The methodology of the Ionian school—where every new generation of thinkers actively challenged and superseded the theories of their predecessors— perfectly anticipates, even if not explicitly articulated, Popper’s epistemology, along with the emergence of modern science, humanity’s greatest invention. What is remarkable is that this happened over 2,600 years ago, at the very birth of natural philosophy, by Thales—the initiator of this noble tradition.[6]

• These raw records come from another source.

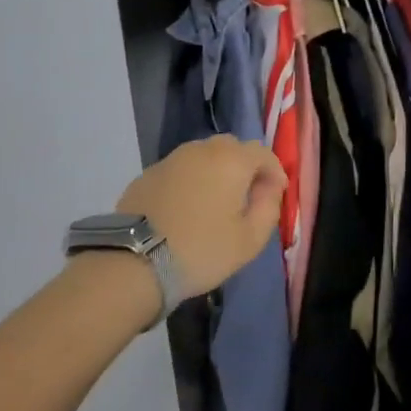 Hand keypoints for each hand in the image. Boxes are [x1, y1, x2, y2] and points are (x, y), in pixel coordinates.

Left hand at [116, 136, 284, 297]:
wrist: (134, 262)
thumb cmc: (202, 250)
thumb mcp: (250, 239)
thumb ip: (269, 207)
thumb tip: (269, 188)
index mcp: (231, 160)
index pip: (263, 153)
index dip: (274, 172)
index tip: (275, 195)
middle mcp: (201, 149)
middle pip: (232, 148)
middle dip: (244, 167)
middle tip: (245, 197)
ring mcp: (171, 159)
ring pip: (203, 156)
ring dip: (215, 172)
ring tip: (214, 203)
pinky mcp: (147, 174)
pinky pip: (179, 170)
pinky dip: (189, 181)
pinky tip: (185, 208) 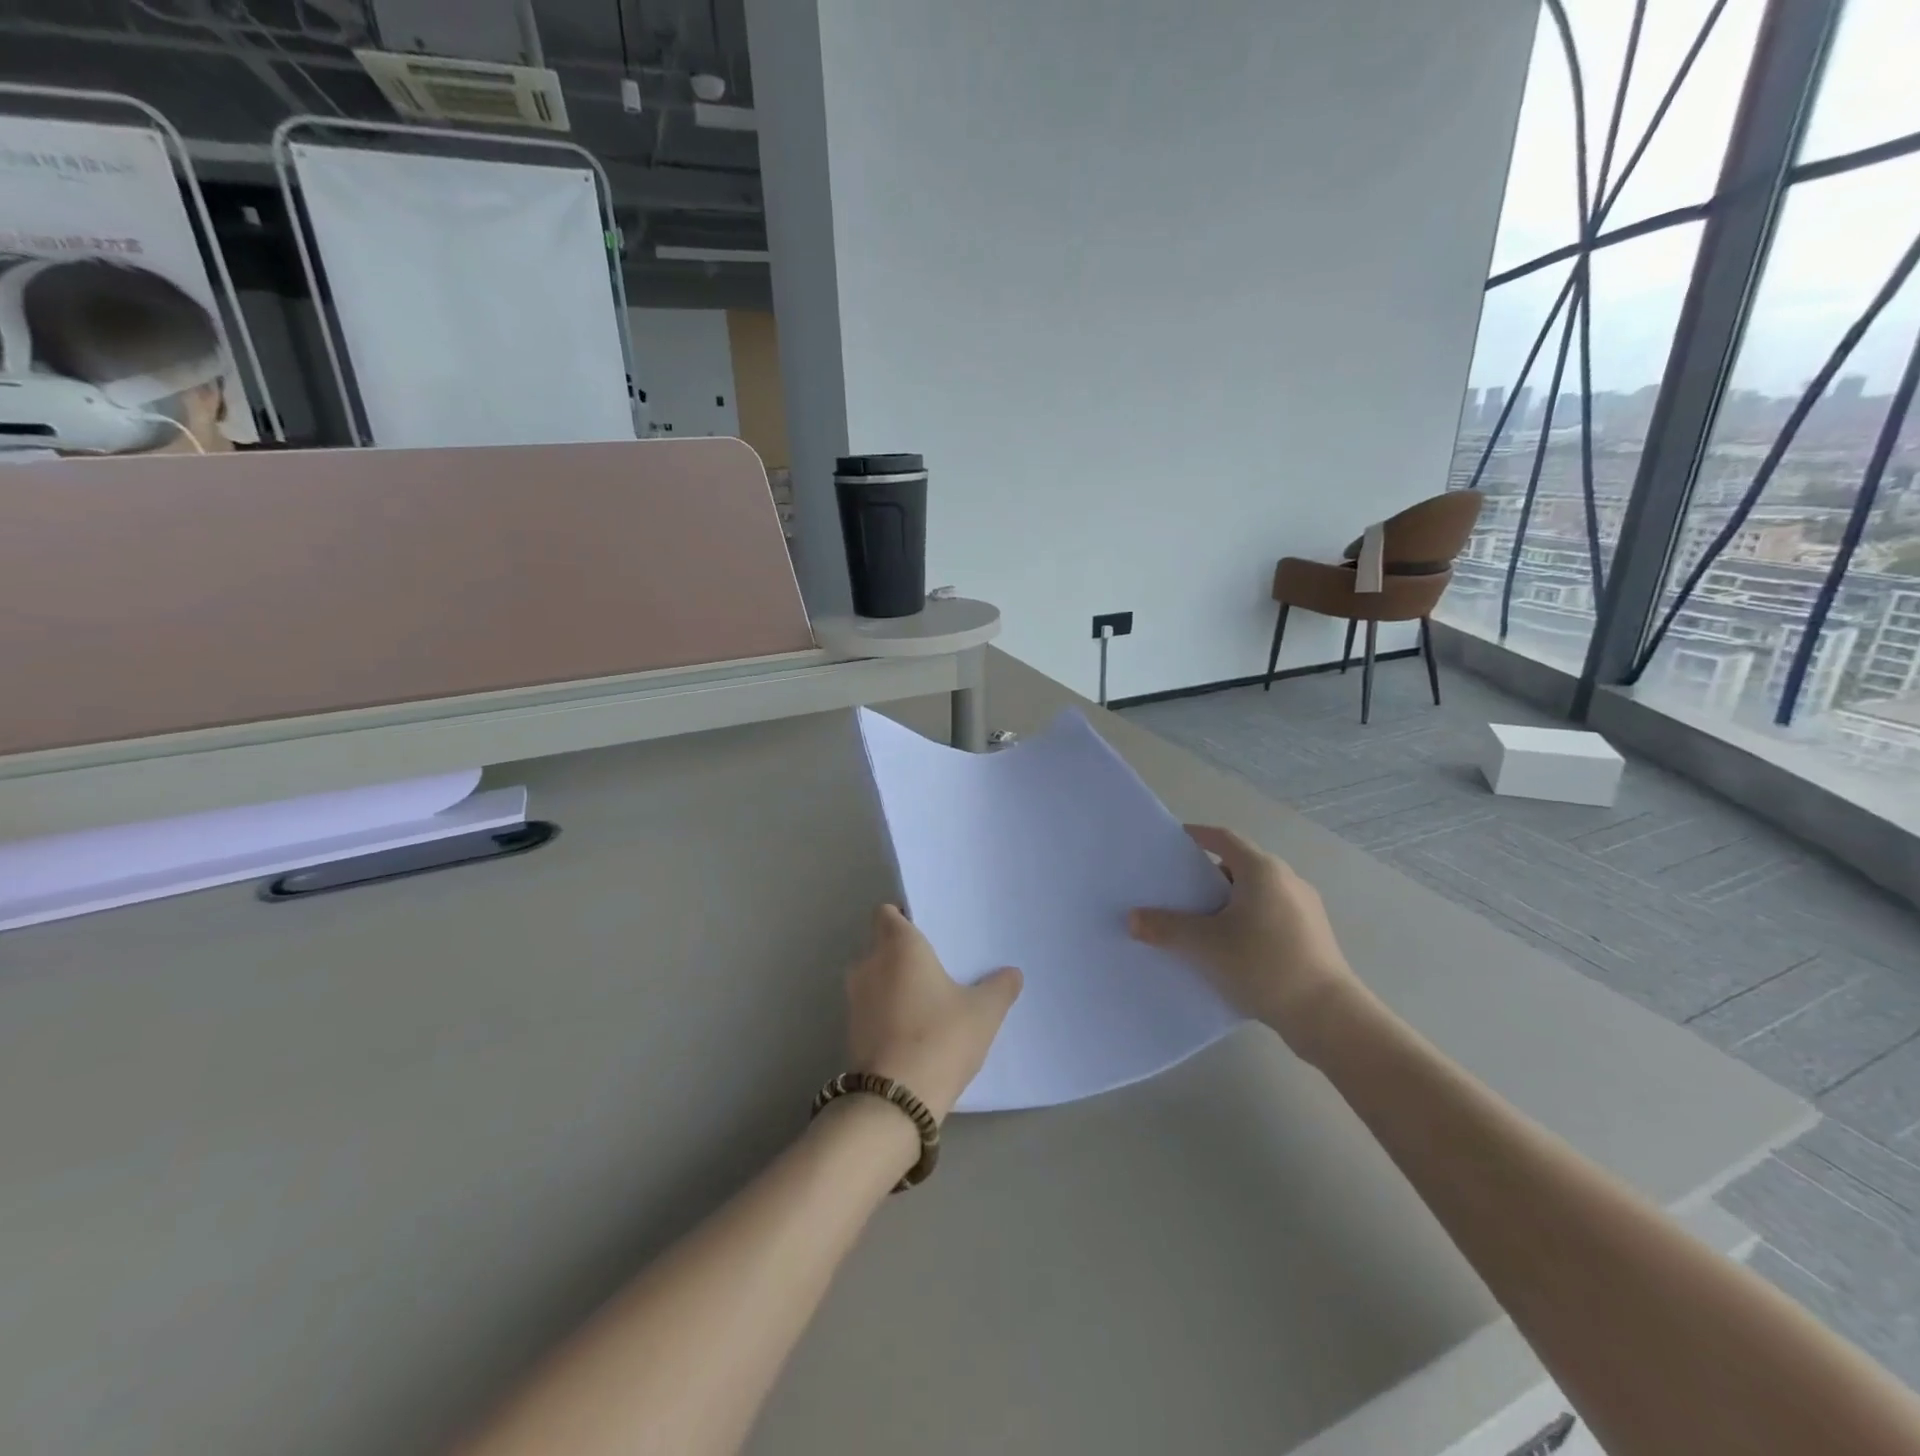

Thales, in fact, will serve us well in our journey through the history of doubt. Acting as our guide and mentor, Thales will remind us to remain open and curious, to question even our most cherished beliefs, and to commit allegiance exclusively to the truth, even if that means boldly overturning protected dogma.
It was left to other thinkers, however, to apply this new critical attitude to orthodox religion. For that, we must turn to Western history’s earliest recorded religious skeptic, Xenophanes of Colophon.
Notes
[1] G. S. Kirk, J. E. Raven, and Malcolm Schofield, The Presocratic Philosophers: A Critical History with a Selection of Texts, 2nd ed. (Cambridge: Cambridge University Press, 1983).
[2] Patricia O’Grady, “Thales of Miletus,” Internet Encyclopedia of Philosophy, last accessed February 8, 2026, https://iep.utm.edu/thales/.
[3] Karl R. Popper, Conjectures and Refutations: The Growth of Scientific Knowledge (London: Routledge, 2002).
[4] Diogenes Laërtius, The Lives of Eminent Philosophers, trans. R. D. Hicks, Loeb Classical Library (Cambridge, MA: Harvard University Press; London: William Heinemann, 1925), Book 5, chap. 1, 181.
[5] Incidentally, we know how the Church would react to this. Giordano Bruno made exactly these claims—that Jesus was not divine—and was subsequently burned at the stake. Not exactly the same approach as Thales.
[6] Even if Thales did not explicitly articulate anything like a modern epistemology, it was implicitly carried out, and therefore the lesson holds.